Le projet de construction du nouvel Institut du Climat et de l’Environnement, appelé ICE, sur le Plateau de Saclay est dans l’incertitude. Son financement par l’Etat et la Région reste à confirmer.

Ce sera la référence française en matière de climatologie, avec quelques 300 chercheurs regroupés au sein d’un institut de pointe en matière d’étude du changement climatique. ICE, pour Institut du climat et de l’environnement doit voir le jour en 2017. D’une taille de 10 000 mètres carrés, il sera occupé par le Laboratoire des sciences du climat et de l’environnement (LSCE), unité de recherche mixte du CEA, du CNRS et de l’université Versailles-Saint-Quentin.

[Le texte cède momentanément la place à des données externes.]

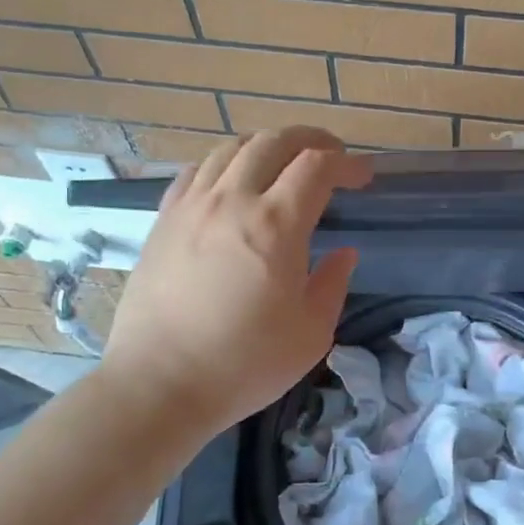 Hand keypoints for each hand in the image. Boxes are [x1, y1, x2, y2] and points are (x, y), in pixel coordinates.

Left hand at [102, 127, 370, 439]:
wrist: (159, 384)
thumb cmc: (244, 363)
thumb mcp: (311, 333)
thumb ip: (333, 283)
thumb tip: (343, 253)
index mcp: (275, 225)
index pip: (317, 166)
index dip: (347, 163)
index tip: (364, 176)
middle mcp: (232, 200)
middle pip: (274, 141)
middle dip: (311, 139)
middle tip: (331, 157)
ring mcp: (192, 206)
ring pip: (232, 148)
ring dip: (267, 146)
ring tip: (283, 164)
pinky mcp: (164, 219)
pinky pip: (196, 170)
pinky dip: (225, 163)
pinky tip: (232, 182) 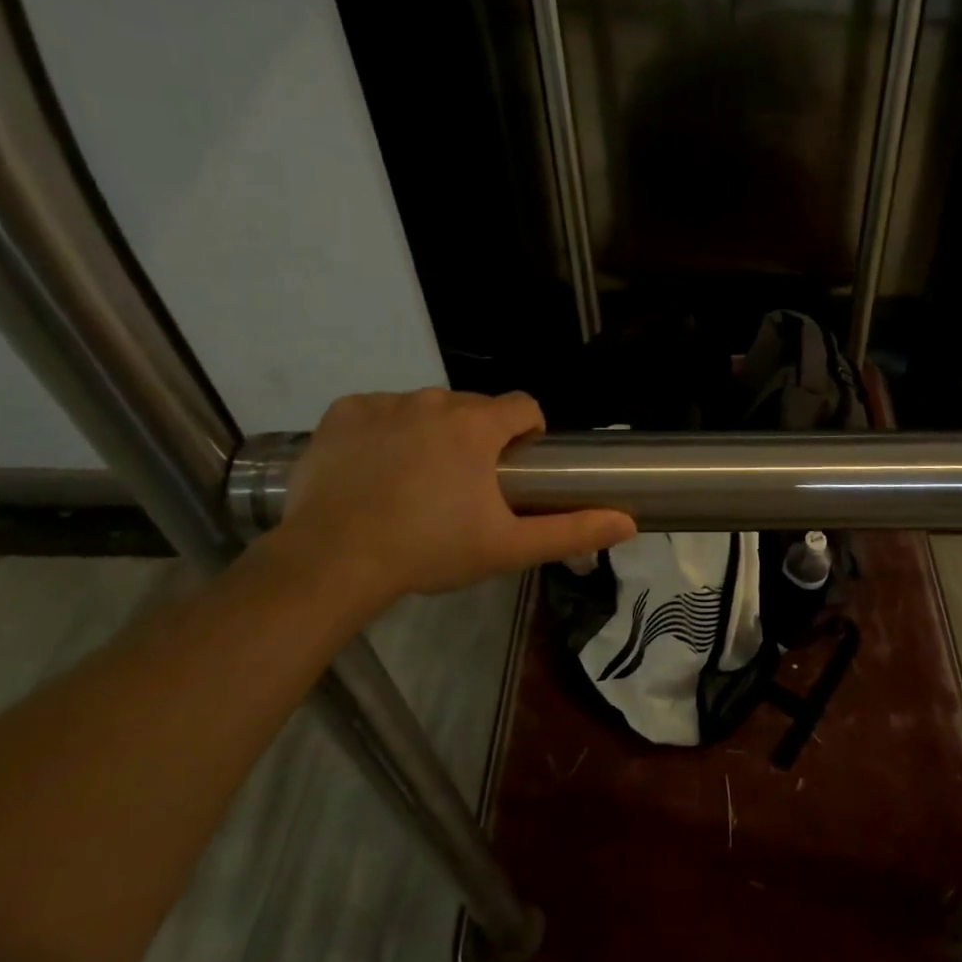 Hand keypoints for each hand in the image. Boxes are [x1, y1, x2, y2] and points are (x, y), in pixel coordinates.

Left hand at [271, 390, 634, 612]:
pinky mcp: (343, 412)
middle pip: (474, 407)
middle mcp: (435, 400)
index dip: (527, 434)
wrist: (332, 561)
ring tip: (414, 483)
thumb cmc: (429, 550)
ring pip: (425, 408)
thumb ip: (572, 530)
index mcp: (478, 426)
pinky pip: (378, 411)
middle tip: (462, 489)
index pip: (523, 406)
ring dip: (431, 433)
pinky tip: (373, 471)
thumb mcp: (507, 547)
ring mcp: (384, 403)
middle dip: (478, 438)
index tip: (514, 469)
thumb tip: (629, 522)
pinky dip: (383, 432) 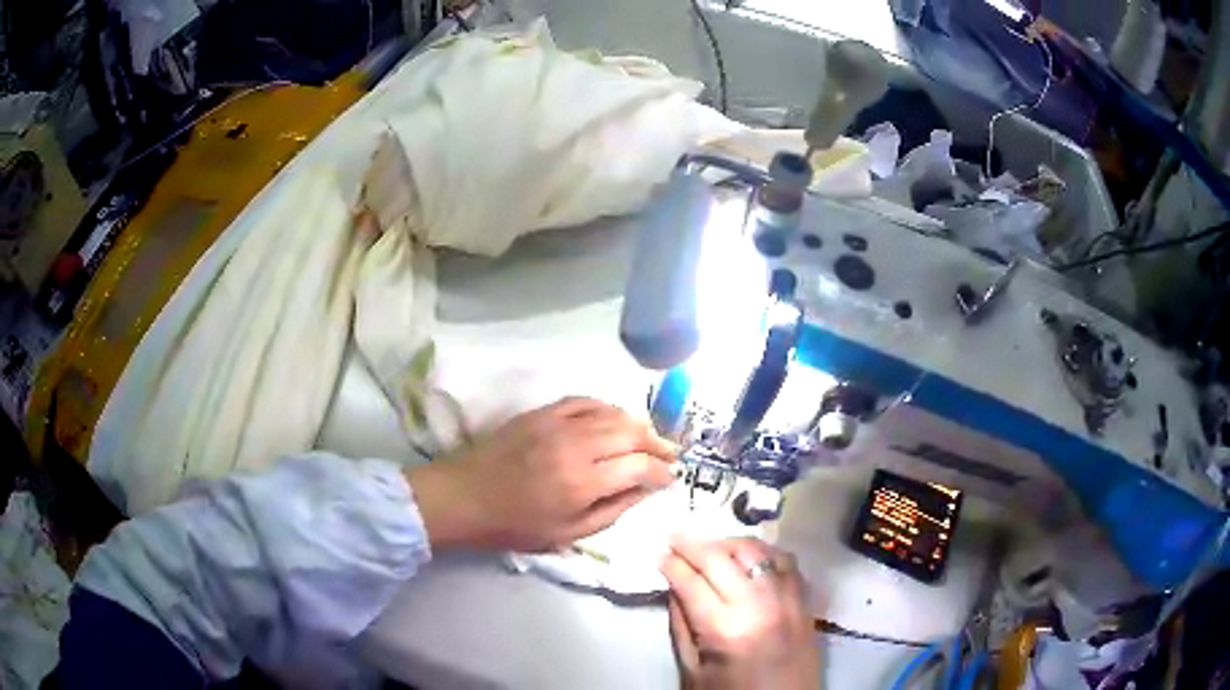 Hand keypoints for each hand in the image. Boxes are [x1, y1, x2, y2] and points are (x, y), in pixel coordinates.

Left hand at [407, 397, 677, 550]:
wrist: (464, 496)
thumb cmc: (515, 525)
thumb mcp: (568, 534)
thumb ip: (612, 511)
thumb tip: (644, 491)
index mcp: (582, 482)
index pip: (639, 467)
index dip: (662, 472)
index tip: (671, 478)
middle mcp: (575, 446)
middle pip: (632, 432)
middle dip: (658, 443)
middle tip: (670, 454)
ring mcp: (557, 423)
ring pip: (612, 412)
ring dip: (637, 424)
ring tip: (649, 438)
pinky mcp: (542, 412)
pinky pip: (585, 401)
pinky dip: (607, 407)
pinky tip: (615, 418)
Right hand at [662, 537, 818, 689]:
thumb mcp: (693, 670)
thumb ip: (682, 626)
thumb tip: (673, 586)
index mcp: (724, 630)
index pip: (691, 582)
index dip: (671, 563)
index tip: (658, 552)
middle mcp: (758, 606)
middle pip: (721, 559)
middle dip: (693, 544)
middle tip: (675, 537)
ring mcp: (787, 599)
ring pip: (756, 551)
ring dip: (728, 543)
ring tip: (710, 546)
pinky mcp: (805, 600)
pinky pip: (786, 561)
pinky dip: (764, 552)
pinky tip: (749, 556) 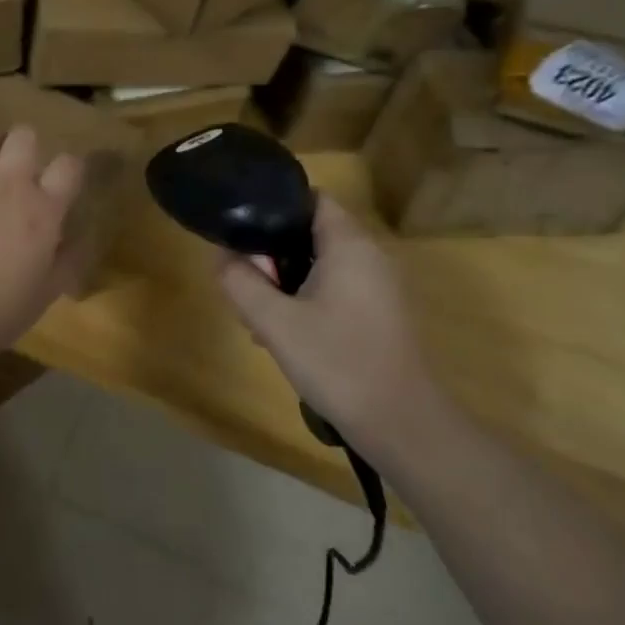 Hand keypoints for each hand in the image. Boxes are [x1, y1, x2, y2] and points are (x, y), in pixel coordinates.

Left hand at [0, 126, 84, 369]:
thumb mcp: (44, 296)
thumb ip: (66, 261)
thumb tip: (80, 239)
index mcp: (42, 211)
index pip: (69, 166)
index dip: (70, 168)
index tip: (64, 181)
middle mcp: (7, 184)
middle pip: (24, 136)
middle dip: (25, 146)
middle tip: (19, 169)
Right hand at [215, 195, 440, 466]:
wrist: (403, 426)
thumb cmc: (338, 363)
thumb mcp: (274, 322)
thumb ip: (240, 282)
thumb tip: (222, 256)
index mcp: (349, 244)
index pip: (309, 198)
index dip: (273, 207)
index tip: (244, 233)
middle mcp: (369, 255)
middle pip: (311, 232)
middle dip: (273, 252)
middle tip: (246, 282)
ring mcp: (379, 286)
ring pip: (321, 264)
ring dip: (288, 281)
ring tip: (260, 316)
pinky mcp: (380, 313)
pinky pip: (336, 288)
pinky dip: (308, 298)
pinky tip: (287, 335) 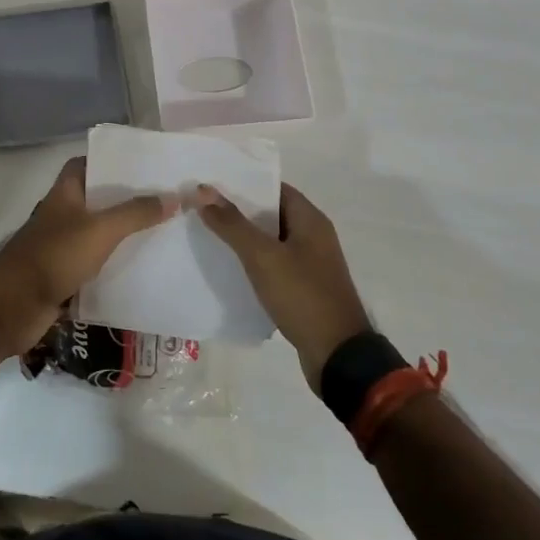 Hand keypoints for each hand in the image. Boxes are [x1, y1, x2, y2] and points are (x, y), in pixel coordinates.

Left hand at [0, 157, 178, 357]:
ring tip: (163, 231)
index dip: (110, 162)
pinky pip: (95, 264)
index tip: (142, 166)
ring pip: (97, 233)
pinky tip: (143, 267)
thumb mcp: (101, 230)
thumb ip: (136, 213)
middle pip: (96, 199)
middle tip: (163, 199)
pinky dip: (114, 264)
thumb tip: (174, 196)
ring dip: (123, 234)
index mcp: (65, 193)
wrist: (14, 306)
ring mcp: (61, 246)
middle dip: (126, 199)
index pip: (85, 165)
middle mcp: (62, 214)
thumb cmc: (54, 256)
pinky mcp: (64, 275)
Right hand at [197, 182, 370, 392]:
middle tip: (201, 207)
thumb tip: (204, 190)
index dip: (243, 183)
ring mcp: (310, 263)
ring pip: (270, 241)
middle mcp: (313, 236)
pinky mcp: (304, 288)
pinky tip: (228, 267)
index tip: (212, 184)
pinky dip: (253, 262)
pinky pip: (274, 265)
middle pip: (271, 213)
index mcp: (310, 220)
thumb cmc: (302, 296)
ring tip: (207, 233)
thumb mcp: (263, 257)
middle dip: (238, 210)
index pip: (273, 188)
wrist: (337, 356)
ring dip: (244, 237)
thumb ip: (232, 223) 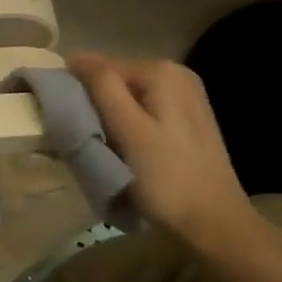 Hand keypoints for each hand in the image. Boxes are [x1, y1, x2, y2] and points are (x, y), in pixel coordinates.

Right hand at [69, 53, 264, 255]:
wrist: (214, 224)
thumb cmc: (166, 178)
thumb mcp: (128, 130)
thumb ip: (103, 88)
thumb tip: (76, 57)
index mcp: (162, 72)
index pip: (101, 67)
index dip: (80, 92)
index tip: (68, 121)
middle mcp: (178, 75)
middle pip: (116, 82)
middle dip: (96, 105)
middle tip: (86, 139)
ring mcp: (186, 98)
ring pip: (128, 99)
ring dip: (110, 119)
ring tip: (103, 148)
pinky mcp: (188, 121)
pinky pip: (144, 113)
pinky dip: (128, 128)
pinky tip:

La première pierre de cet institut doit être posée en 2015. Mais à ce jour, l’incertitude demeure quant au bouclage des financements nécessaires à l’édification de ce pôle de recherche. La décision se fait en effet attendre sur la signature du Contrat de projet Etat-Région (CPER), qui doit intervenir avant la fin de l’année. Le directeur des Sciences de la matière au CEA exprime ainsi ses craintes dans une interview à Essonne Info sur les délais prévus.

En septembre dernier, l’élue à la Région Valérie Pécresse a écrit à la ministre de l’Ecologie pour lui faire part de ses doutes quant à l’avenir de ce projet. « L’ICE ne disposerait d’aucune assurance quant au financement par la Région et l’Etat des 7 millions d’euros nécessaires »  écrit la chef de file de l’UMP francilienne. A la Région, on indique que le CPER n’étant pas signé, il n’est « pas possible de se prononcer pour l’instant » mais il n’y a « aucune raison qu’on ne soutienne pas l’ICE » insiste-t-on.

Des « conséquences désastreuses » si le projet était abandonné

Du côté du Département, sollicité également dans le tour de table, on se veut aussi confiant. « J’aimerais que ça se construise le plus rapidement possible » indique David Ros, l’élu au Conseil général chargé de la Recherche. Le CG contribuera ainsi « dans le cadre du CPER » à hauteur de « 5 à 6 millions d’euros » selon le vice-président, qui estime « prioritaire »  le projet. Mais David Ros sait que « la fenêtre est étroite » en terme de délai et affirme comprendre les inquiétudes.

ICE (DR)

ICE sera localisé à proximité du Synchrotron Soleil, dans la zone du Moulon (DR)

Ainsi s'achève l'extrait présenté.